The Leaper met this pronouncement with a look of utter perplexity that mirrored the one on Zildiz’s face.
“I’ll take that silence as a yes,” Rene said impatiently, “You’ll begin by telling me your name.”
“Kryptusshh,” the Leaper said slowly, as if not daring to hope.
“Very good. Are there any more of your people out there, Kryptus?”
“Why sshhould I trusht you? I would only be dooming more of my kindred, and there issh no certainty you would not kill me afterwardssh.”
“It’s a chance you have to take,” Rene shrugged, “Either that, or I’ll let this woman do as she pleases with you. And just between you and me,” he said in a loud stage whisper, “She doesn’t seem all that fond of your sort.”
Zildiz and Kryptus locked eyes with each other. Rene could almost feel the waves of hatred coming off her as she bristled, every tendon in her body tensing expectantly. Kryptus must have seen something he didn’t like, for he looked away and said:
“I am a warrior of the Weeping Vipersh. We are roughly eleven hundred sshtrong. One tenth of that number are bravesshh like me.”
“He lies,” Zildiz said, baring her teeth in a snarl, “That is less than half their true strength. He does not count the adolescents and the old loom-mothers, who are the deadliest of their kind.”
“Three hundred, then, if they are consshidered,” Kryptman quickly admitted, “Your pardon, merciful one.”
“I’ll excuse your forgetfulness just this once,” Rene warned, “But your memory better not fail you again.”
He questioned the Leaper closely. Kryptus claimed that only he and his pack had seen the safety pod’s crash landing, and that they had told no one else as they wished to claim the great prize all for themselves. The Weeping Vipers were the largest tribe in the rainforest and were always looking for an advantage over their numerous and belligerent neighbors. Apparently Kryptus had hoped to gain a modicum of the Divine Engine’s power by extracting something called a ‘gilt helix’ from Rene’s blood.
“Jussht one sample would have shatishfied uss,” Kryptus swore, “Then we would have taken you back to the Loom alive.”
“I’m sure nothing would’ve pleased you better,” Rene said wryly, all too cognizant of Zildiz’s earlier assumption that he planned to feed her to the Fleet’s youth.
Rene learned from Kryptus that the Divine Engine had ignited a blazing wildfire that was swiftly spreading north and west. The tribes would likely have noticed it by now, and would all be sending braves in a joint effort to douse the flames. For some reason all the Leapers felt collectively responsible for the wellbeing of the region, and could not allow it to come to harm for fear of dire repercussions.

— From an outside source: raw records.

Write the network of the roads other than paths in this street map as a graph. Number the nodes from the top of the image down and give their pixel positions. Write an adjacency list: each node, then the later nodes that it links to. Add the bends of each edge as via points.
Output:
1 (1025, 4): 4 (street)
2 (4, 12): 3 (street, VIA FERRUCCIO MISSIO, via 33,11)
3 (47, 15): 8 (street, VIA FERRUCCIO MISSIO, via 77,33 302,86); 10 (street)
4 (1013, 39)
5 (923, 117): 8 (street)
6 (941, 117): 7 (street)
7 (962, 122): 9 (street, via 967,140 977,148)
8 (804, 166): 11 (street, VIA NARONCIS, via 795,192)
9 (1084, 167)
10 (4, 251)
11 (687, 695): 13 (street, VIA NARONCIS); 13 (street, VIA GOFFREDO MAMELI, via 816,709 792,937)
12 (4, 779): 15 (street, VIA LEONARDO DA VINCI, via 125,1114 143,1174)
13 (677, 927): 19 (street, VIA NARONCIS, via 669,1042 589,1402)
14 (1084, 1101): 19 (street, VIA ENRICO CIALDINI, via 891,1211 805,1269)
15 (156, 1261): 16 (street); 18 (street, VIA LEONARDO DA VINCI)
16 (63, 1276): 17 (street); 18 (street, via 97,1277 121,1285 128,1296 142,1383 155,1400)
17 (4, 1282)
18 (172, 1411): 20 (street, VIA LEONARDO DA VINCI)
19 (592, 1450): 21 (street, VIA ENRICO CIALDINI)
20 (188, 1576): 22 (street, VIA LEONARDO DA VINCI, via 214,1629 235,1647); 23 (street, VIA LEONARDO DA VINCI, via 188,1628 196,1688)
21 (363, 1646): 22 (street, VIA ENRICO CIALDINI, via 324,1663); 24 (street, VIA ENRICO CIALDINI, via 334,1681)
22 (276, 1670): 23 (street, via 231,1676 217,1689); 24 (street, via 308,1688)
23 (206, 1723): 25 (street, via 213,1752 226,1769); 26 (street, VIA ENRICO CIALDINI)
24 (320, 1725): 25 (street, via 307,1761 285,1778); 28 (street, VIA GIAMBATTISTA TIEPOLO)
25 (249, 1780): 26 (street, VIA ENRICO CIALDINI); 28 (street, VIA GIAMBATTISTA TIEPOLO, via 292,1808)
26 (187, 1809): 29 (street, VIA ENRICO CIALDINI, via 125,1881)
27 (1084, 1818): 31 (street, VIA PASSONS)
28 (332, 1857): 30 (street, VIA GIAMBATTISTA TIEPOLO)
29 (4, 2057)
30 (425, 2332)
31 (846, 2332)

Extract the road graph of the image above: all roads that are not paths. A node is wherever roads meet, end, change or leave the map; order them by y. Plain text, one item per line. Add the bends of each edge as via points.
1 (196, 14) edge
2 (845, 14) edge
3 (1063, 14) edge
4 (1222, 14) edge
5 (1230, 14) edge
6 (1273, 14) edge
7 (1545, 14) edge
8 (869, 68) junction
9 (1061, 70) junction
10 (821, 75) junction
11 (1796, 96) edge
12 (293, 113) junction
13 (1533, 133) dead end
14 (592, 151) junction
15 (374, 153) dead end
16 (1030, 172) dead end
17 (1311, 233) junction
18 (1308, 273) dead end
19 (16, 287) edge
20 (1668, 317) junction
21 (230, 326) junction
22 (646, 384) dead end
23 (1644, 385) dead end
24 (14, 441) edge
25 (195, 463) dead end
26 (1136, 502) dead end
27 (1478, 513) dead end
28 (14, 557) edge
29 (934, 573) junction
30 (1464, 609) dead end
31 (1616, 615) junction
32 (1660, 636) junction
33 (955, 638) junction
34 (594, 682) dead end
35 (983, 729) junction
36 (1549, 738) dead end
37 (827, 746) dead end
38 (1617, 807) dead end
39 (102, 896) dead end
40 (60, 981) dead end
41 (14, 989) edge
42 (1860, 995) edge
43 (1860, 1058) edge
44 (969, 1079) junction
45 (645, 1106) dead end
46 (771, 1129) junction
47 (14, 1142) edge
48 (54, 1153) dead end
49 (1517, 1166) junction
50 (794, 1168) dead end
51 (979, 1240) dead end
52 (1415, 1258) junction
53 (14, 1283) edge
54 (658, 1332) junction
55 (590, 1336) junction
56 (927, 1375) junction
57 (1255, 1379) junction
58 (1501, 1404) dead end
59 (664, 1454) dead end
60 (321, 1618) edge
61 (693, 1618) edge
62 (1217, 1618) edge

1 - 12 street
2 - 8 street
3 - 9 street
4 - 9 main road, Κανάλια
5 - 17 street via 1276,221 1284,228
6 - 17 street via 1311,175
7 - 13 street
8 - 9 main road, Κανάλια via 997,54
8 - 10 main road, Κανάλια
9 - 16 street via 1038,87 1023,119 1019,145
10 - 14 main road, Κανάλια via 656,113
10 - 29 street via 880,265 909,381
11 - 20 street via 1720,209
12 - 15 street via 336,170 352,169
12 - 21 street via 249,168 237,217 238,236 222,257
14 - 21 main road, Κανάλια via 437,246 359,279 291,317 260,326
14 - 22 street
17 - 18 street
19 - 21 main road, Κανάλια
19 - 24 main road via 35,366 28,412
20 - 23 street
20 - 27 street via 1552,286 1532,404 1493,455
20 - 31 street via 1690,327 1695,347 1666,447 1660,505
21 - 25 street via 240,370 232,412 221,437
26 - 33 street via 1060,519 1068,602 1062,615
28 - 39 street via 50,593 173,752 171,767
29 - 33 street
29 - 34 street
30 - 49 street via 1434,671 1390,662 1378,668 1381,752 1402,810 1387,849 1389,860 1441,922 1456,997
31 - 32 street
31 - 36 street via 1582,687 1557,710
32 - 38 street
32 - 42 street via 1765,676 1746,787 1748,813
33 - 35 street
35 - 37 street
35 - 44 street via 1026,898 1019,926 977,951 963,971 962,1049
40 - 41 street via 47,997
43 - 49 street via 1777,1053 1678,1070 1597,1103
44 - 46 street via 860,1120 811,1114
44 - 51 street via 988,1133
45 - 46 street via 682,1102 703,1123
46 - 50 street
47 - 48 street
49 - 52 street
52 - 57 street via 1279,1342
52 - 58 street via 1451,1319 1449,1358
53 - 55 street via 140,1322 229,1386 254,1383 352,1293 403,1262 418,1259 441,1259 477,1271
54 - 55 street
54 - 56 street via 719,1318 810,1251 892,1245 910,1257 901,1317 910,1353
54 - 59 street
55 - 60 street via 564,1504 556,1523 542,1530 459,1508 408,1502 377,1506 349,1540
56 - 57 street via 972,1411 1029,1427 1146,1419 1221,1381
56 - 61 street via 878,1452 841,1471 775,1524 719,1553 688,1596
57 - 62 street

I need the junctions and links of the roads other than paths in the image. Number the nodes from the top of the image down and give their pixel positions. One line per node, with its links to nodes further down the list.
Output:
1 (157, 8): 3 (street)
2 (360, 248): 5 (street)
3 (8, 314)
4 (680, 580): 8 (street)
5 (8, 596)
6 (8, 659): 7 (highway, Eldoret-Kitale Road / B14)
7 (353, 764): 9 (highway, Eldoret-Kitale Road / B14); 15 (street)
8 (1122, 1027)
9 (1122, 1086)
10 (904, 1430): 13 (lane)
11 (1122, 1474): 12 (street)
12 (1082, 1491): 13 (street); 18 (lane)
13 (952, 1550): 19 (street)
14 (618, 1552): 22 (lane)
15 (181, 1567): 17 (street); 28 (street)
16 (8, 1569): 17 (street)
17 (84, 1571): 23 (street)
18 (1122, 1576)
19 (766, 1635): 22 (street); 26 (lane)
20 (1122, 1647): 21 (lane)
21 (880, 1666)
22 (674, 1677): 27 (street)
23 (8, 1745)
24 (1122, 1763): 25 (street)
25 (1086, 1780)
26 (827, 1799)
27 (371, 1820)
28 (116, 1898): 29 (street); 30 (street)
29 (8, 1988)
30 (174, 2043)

“Last question. Is anyone going to come looking for you?”
“Not till the morning.”
“Good!” said Zildiz, breaking out of Rene’s grip and aiming a vicious kick at the side of the Leaper’s head. Rene barely caught her and yanked her back, shouting:
“Blood and thunder, woman! Is there nothing you won’t do to piss me off?”
“Are you insane? You cannot possibly mean to leave him alive!” the Gallivant hissed.
“That’s exactly what I’m going to do. Now come here!”
Rene took her by the elbow and pulled her forward, leaving Kryptus where he lay.
“You promished you would tend to my woundssh!” the Leaper cried after them.
“Don’t push your luck!” Rene said over his shoulder, “Anyone who follows us will meet the same end as your friends.”
He and his prisoner went tramping off into the night, Zildiz raging at him all the while.
“Fool! We will both come to regret that decision!”
“You’re probably right,” Rene had to agree.
“Then why did you do it?”
“For the same reason I’m letting you strut around and screech into my ear. What can I say? I’m a conversationalist.”